**Work to complete**
Write out every single entry exactly.

(Items from a dataset)
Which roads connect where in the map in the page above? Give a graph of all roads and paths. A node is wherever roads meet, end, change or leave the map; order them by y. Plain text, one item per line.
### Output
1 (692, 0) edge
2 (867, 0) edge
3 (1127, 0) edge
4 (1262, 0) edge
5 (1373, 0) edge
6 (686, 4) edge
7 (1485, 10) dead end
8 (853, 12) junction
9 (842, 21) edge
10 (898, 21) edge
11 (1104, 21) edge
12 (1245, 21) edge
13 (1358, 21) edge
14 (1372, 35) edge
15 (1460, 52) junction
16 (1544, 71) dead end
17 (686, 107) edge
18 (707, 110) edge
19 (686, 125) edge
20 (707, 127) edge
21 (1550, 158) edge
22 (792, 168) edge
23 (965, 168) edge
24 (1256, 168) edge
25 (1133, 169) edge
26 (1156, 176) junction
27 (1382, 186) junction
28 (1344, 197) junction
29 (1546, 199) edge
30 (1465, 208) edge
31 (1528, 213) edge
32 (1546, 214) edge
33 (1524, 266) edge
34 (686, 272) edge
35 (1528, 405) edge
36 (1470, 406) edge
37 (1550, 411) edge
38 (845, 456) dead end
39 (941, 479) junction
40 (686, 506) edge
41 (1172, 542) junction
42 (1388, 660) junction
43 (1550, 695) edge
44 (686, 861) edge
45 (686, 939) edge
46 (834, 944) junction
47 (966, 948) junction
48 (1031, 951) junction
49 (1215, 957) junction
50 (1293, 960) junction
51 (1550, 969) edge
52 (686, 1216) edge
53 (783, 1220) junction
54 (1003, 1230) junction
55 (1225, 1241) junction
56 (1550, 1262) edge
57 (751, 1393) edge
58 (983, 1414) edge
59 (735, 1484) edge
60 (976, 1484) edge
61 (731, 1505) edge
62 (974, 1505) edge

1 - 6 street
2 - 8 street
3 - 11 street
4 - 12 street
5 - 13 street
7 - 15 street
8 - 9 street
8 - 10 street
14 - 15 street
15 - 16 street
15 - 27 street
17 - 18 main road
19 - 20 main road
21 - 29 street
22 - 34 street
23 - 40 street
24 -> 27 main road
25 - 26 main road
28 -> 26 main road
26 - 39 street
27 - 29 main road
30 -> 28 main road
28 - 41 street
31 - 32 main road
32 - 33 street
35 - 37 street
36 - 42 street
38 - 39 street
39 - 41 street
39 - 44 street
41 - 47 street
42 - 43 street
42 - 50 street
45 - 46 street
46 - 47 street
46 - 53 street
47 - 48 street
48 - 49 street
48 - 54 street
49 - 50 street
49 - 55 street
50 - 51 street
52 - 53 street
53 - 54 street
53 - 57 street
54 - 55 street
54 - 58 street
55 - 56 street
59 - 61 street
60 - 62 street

**Finished exercise**
Which roads connect where in the map in the page above? Give a graph of all roads and paths. A node is wherever roads meet, end, change or leave the map; order them by y. Plain text, one item per line.
### Output
1 (692, 0) edge
2 (867, 0) edge
3 (1127, 0) edge
4 (1262, 0) edge
5 (1373, 0) edge
6 (686, 4) edge
7 (1485, 10) dead end
8 (853, 12) junction
9 (842, 21) edge
10 (898, 21) edge
11 (1104, 21) edge
12 (1245, 21) edge
13 (1358, 21) edge
14 (1372, 35) edge
15 (1460, 52) junction
16 (1544, 71) dead end
17 (686, 107) edge
18 (707, 110) edge
19 (686, 125) edge
20 (707, 127) edge
21 (1550, 158) edge
22 (792, 168) edge
23 (965, 168) edge
24 (1256, 168) edge
25 (1133, 169) edge
26 (1156, 176) junction
27 (1382, 186) junction
28 (1344, 197) junction
29 (1546, 199) edge
30 (1465, 208) edge
31 (1528, 213) edge
32 (1546, 214) edge
33 (1524, 266) edge
34 (686, 272) edge
35 (1528, 405) edge
36 (1470, 406) edge
37 (1550, 411) edge
38 (845, 456) dead end
39 (941, 479) junction
40 (686, 506) edge
41 (1172, 542) junction
42 (1388, 660) junction
43 (1550, 695) edge
44 (686, 861) edge
45 (686, 939) edge
46 (834, 944) junction
47 (966, 948) junction
48 (1031, 951) junction
49 (1215, 957) junction
50 (1293, 960) junction
51 (1550, 969) edge
52 (686, 1216) edge
53 (783, 1220) junction
54 (1003, 1230) junction
55 (1225, 1241) junction
56 (1550, 1262) edge
57 (751, 1393) edge
58 (983, 1414) edge
59 (735, 1484) edge
60 (976, 1484) edge
61 (731, 1505) edge
62 (974, 1505) edge

1 - 6 street
2 - 8 street
3 - 11 street
4 - 12 street
5 - 13 street
7 - 15 street
8 - 9 street
8 - 10 street
14 - 15 street
15 - 16 street
15 - 27 street
17 - 18 main road
19 - 20 main road
21 - 29 street
22 - 34 street
23 - 40 street
24 -> 27 main road
25 - 26 main road
28 -> 26 main road
26 - 39 street
27 - 29 main road
30 -> 28 main road
28 - 41 street
31 - 32 main road
32 - 33 street
35 - 37 street
36 - 42 street
38 - 39 street
39 - 41 street
39 - 44 street
41 - 47 street
42 - 43 street
42 - 50 street
45 - 46 street
46 - 47 street
46 - 53 street
47 - 48 street
48 - 49 street
48 - 54 street
49 - 50 street
49 - 55 street
50 - 51 street
52 - 53 street
53 - 54 street
53 - 57 street
54 - 55 street
54 - 58 street
55 - 56 street
59 - 61 street
60 - 62 street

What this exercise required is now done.